Saturday, January 7, 2012

Comments to NRC - Send an Email

The Tag Line of NRC is

"Protecting People and the Environment"

Speak Your Mind!

The NRC has determined that it has confidence in using spent fuel pools for up to 60 years past the closing of a Nuke Plant.    Hmmmm.

They assume that

1) Society won't break down AND loss of knowledge (like there won't be a single CD that shows how dangerous spent fuel is).   Well what if society breaks down, but there is still a CD of knowledge left.   OK!  Their conditions are met, their assumptions were not wrong!
2) Terrorism doesn't need to be considered, it is outside of their scope.
3) They don't consider that "loss of institutional control" will ever happen because "the trend in modern society is toward more awareness and control over issues that pose a risk to humans and their environment."   Yeah Right!
4) They assume that the nuke plant operators will provide continuing financial support for their used fuel "regardless of cost",  can I puke now?
They won't even touch the 8000 lb Gorilla in the Room....The Carrington effect, a large sun storm that wipes out transformers and thus the world wide power grid.   As you may know, if a nuke plant loses power, it melts down, and I mean the reactor AND the fuel pools.

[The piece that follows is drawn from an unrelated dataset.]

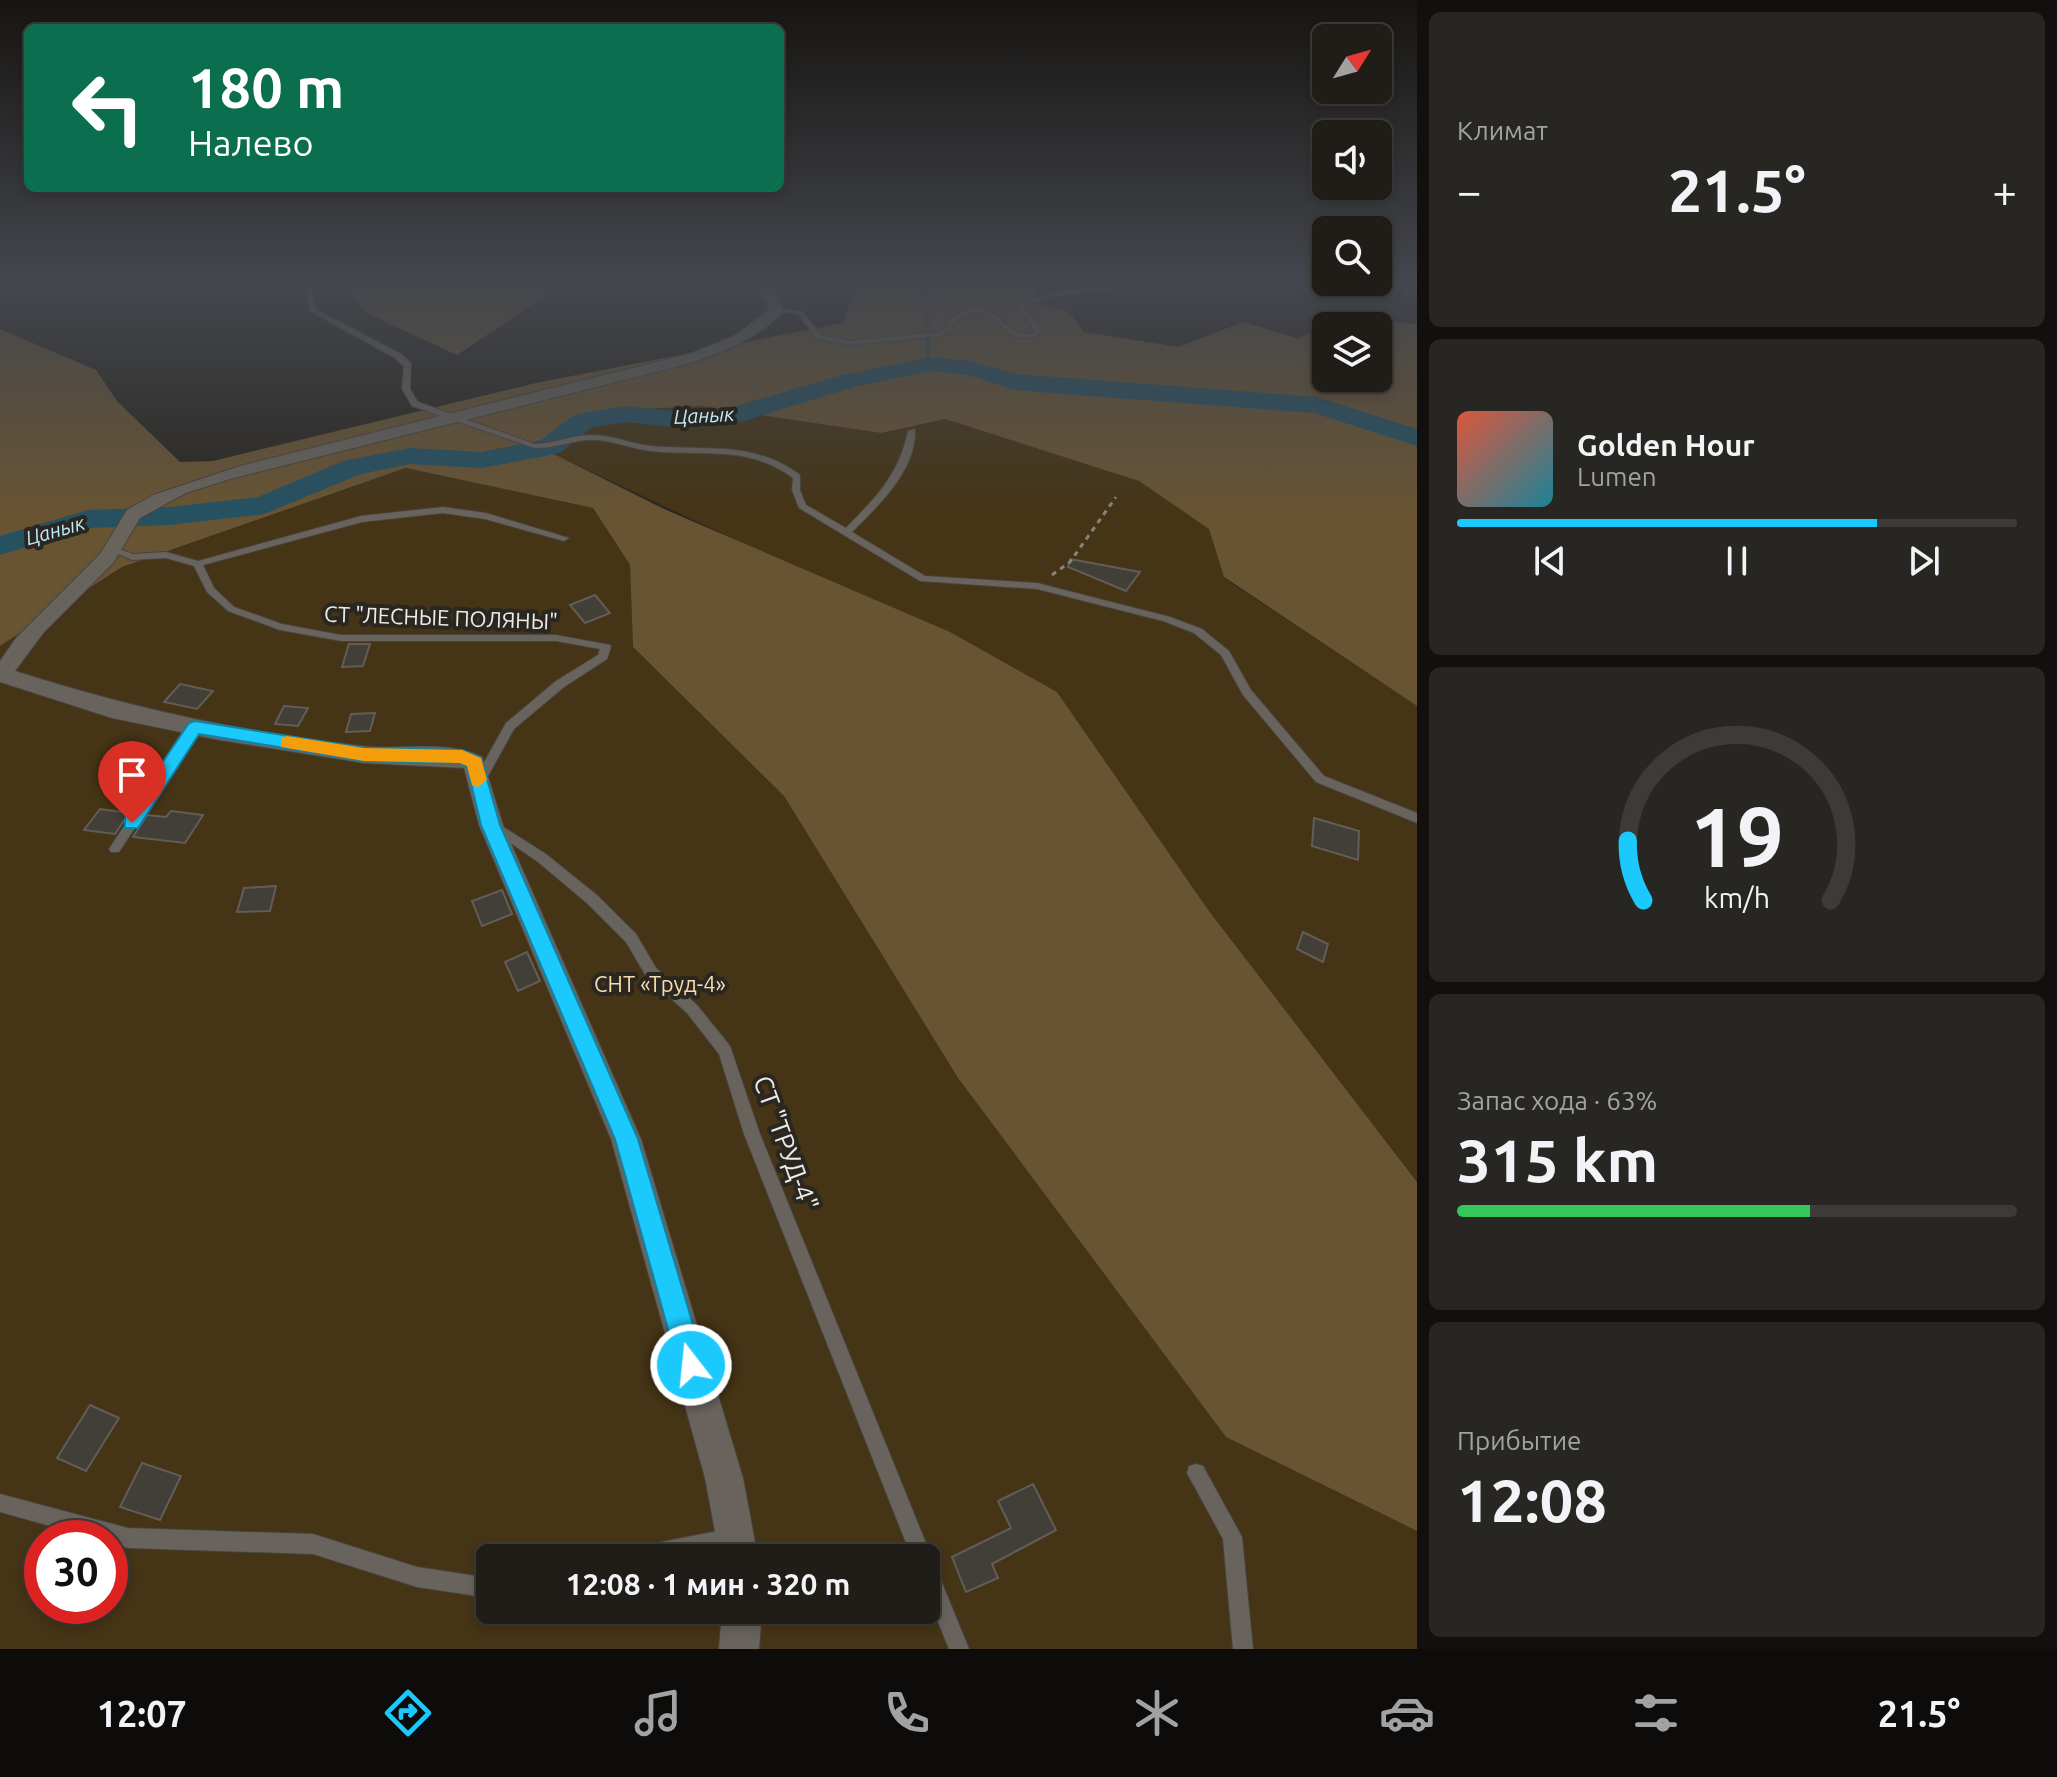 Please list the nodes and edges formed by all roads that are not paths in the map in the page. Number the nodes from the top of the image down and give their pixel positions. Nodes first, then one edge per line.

I summarized some of their comments from the PDF (invitation to comment), below, it will make your blood boil.
http://www.nrc.gov/waste/spent-fuel-storage/public-involvement.html

The comment period is 45 calendar days, from January 3 to February 17, 2012.
You may submit comments via email to WCOutreach@nrc.gov or through the U.S. mail:

Christine Pineda, Project Manager
Mailstop EBB-2B2
Office of Nuclear Material Safety and Safeguards
U.S. Nuclear Regulatory Commission
Washington, D.C. 20555-0001

These are some "highlights" from their proposal for an EIS and comments on same.


To prepare for this situation, the Commission updated the NRC’s Waste Confidence decision and rule in December 2010, stating that commercial spent fuel can be stored safely and without significant environmental impacts for at least 60 years beyond the licensed life of any commercial power reactor.

In September of 2011, the State of New York and several other petitioners filed a lawsuit
challenging the 2010 Waste Confidence rule and its related consideration of environmental
impacts. That case (Case No. 11-1045) is currently under consideration before the U.S. Court
of Appeals for the District Of Columbia Circuit.

The NRC, as part of its regulatory oversight,
continually assesses the need for additional safety or security measures. Loss of institutional
control and oversight of spent fuel storage facilities is not viewed as a credible scenario during
the period to be analyzed in the Waste Confidence EIS.

At a recent public meeting on its Waste Confidence update plans,14 the NRC received a request
that it include in the EIS a scenario that accounts for a collapse of society and loss of
government institutions, with a resulting lack of control over, and knowledge about, nuclear
plants and radioactive waste. The staff has considered this suggestion and, as explained
below, is proposing not to include this as one of the analyzed scenarios.

There are
no trends or evidence to suggest that society’s control of spent fuel and highly radioactive waste
will decline in the future or cease to be a government-regulated endeavor.
A NEPA analysis evaluates impacts that are “reasonably foreseeable.” For the Waste
Confidence EIS, this includes impacts associated with each of the four scenarios proposed in
this report. It may also include impacts from reasonably foreseeable scenarios that have not yet
been identified. The request to include a societal-collapse scenario would require an analysis of
the impacts of storage under a highly speculative scenario in which societal institutions,
knowledge, and controls no longer exist. However, as described above, the trend in modern
society is toward more awareness and control over issues that pose a risk to humans and their
environment. The staff concludes that a loss of societal structures and the associated
knowledge base is not reasonably foreseeable and, in fact, is highly unlikely to occur within the
200-year timeframe to be considered in the EIS.

The Waste Confidence EIS will also assume that the current structure of financial assurance for
spent fuel storage will continue to exist. The responsible entities will provide the necessary
financial resources for operating, securing, and maintaining storage facilities for extended
periods of time, regardless of cost.

In 2007, the U.S. Court of Appeals for the Ninth Circuit held that NEPA requires an examination
of the environmental impacts resulting from an act of terrorism against a dry cask storage
facility.15 However, outside of the Ninth Circuit, the Commission has adhered to its traditional
position that the environmental effects of a terrorist attack do not need to be considered in its
NEPA analyses.16 In 2009, the U.S. Court of Appeals for the Third Circuit upheld the
Commission’s position that terrorist attacks are too far removed from the natural or expected
consequences of agency action to require an environmental impact analysis.17 Even so, and
without a definitive ruling that would resolve the split between the Circuit Courts on this issue,
this EIS will include a discussion of terrorism that the NRC believes satisfies the Ninth Circuit’s
holding in Mothers for Peace. The staff plans to consider the environmental impacts of
terrorism related to storage and transportation at a generic level.